WORK ORDER:
Scan the records that follow, and whenever a line has the word "links", copy it.

INFORMATION PROVIDED:
——
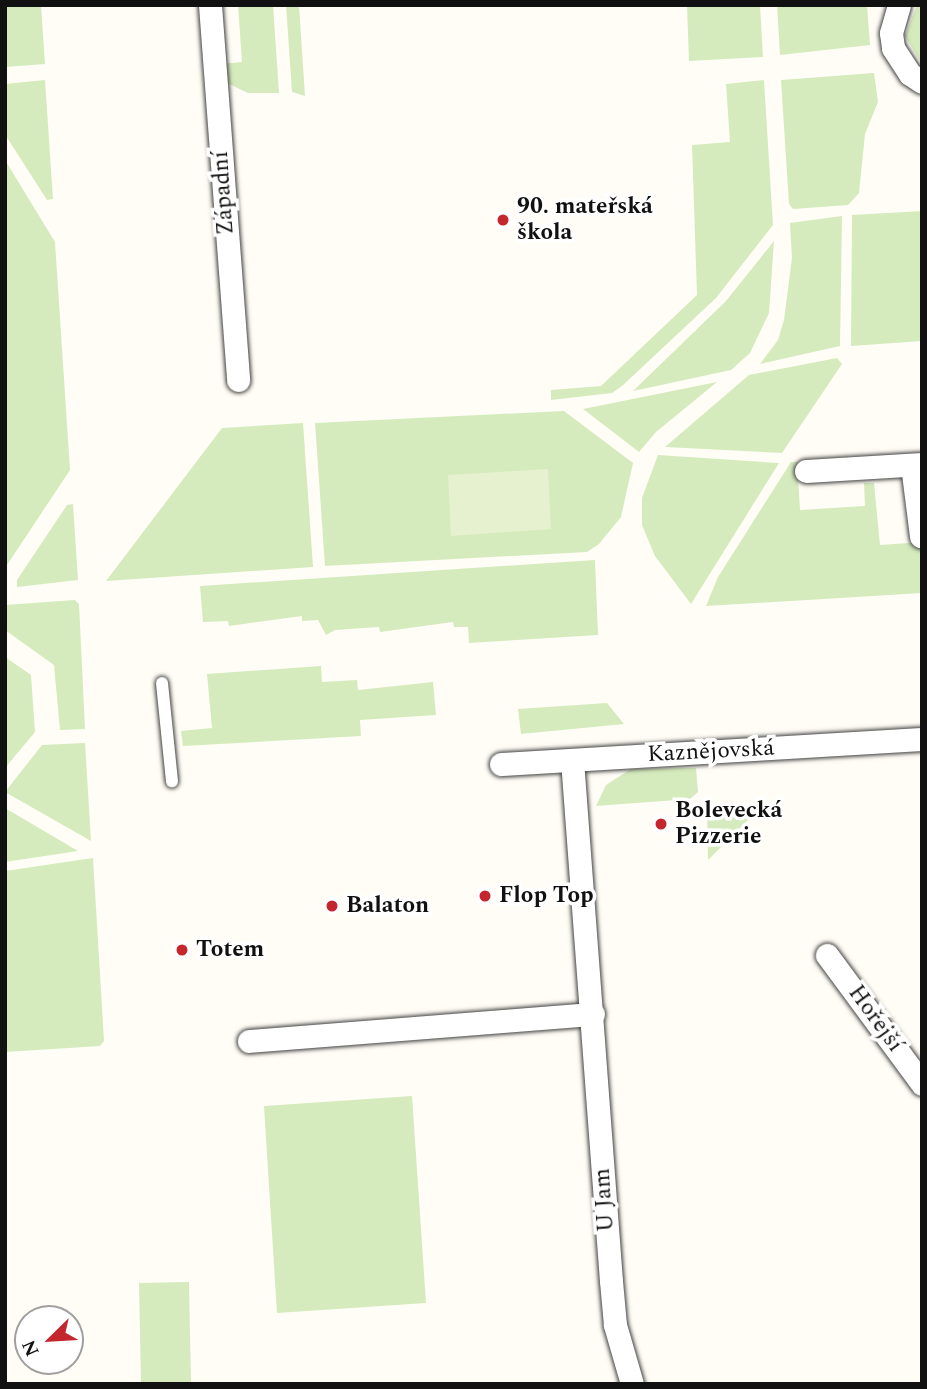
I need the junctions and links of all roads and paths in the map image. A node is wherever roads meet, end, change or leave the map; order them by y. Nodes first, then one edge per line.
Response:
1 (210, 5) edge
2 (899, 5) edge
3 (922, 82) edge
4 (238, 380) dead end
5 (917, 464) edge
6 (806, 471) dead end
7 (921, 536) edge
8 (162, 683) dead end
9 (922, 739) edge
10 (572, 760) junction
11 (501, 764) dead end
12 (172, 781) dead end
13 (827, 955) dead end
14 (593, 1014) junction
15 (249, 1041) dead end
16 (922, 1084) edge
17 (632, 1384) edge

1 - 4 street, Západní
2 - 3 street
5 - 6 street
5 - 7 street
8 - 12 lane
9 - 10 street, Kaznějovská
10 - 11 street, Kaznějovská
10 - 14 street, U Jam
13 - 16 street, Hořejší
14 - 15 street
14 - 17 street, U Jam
——
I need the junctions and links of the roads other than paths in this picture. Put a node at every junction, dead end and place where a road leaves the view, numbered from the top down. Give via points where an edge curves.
——
OUTPUT BELOW:
I need the junctions and links of all roads and paths in the map image. A node is wherever roads meet, end, change or leave the map; order them by y. Nodes first, then one edge per line.
I need the junctions and links of the roads other than paths in this picture. Put a node at every junction, dead end and place where a road leaves the view, numbered from the top down. Give via points where an edge curves.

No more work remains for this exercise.